The 1996 New South Wales Anti-discrimination Against Transgendered Persons Act allows for gender discrimination in sport.

==University sport==
At the University of Sydney, there were two parallel sport organised dating back to the 1890s. One was for men, the Sports Union, and one was for women, the Women's Sport Associations. Attempts were made to merge them during the 1890s, in 1922 for economic reasons, in 1934 and 1973. None of these efforts were successful. During the 1960s and again in the 1970s, membership in the Women's Sport Association the University of Sydney doubled. In 1982, the organisation would give out awards for the first time for the sportswoman and sport-team of the year. In 1971, the women's volleyball club was created, with the mountaineering, orienteering and canoe club being founded two years later. The Canoe club would separate in 1976, and the women's gymnastics and trampoline club was founded in 1970. A women's soccer club and women's boardsailing club were founded in 1980. The women's rockclimbing club and women's powerlifting club were founded in 1984. The women's Aikido club was founded a year later. The women's Tae Kwon Do Club, and women's triathlon club were founded in 1989. A year later, the women's water ski club was founded.
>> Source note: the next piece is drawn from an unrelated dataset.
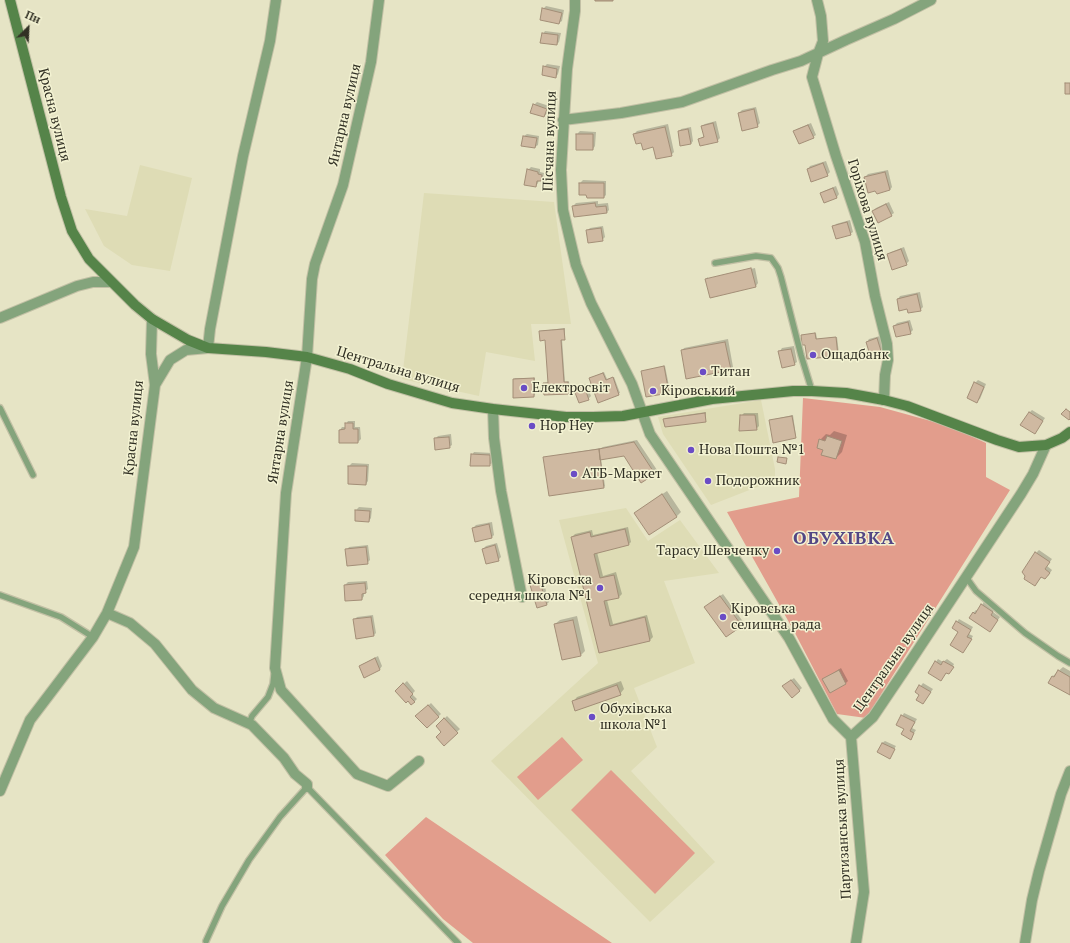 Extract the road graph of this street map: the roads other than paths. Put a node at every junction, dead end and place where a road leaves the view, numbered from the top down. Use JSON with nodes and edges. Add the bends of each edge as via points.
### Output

The women's touch football club was founded in 1992. The women's cycling club was founded in 1993 and merged with the triathlon club in 1995. The women's rugby club was founded in 1994. During the 1990s, members of the Women's Sport Association often outperformed their male counterparts when competing in international competitions.

Women who came out of the Association's clubs included water polo players Jenny MacGregor, Julie Sheperd, Cathy Parkes, Naomi Woodberry and Cathy Turner, and sailor Adrienne Cahalan.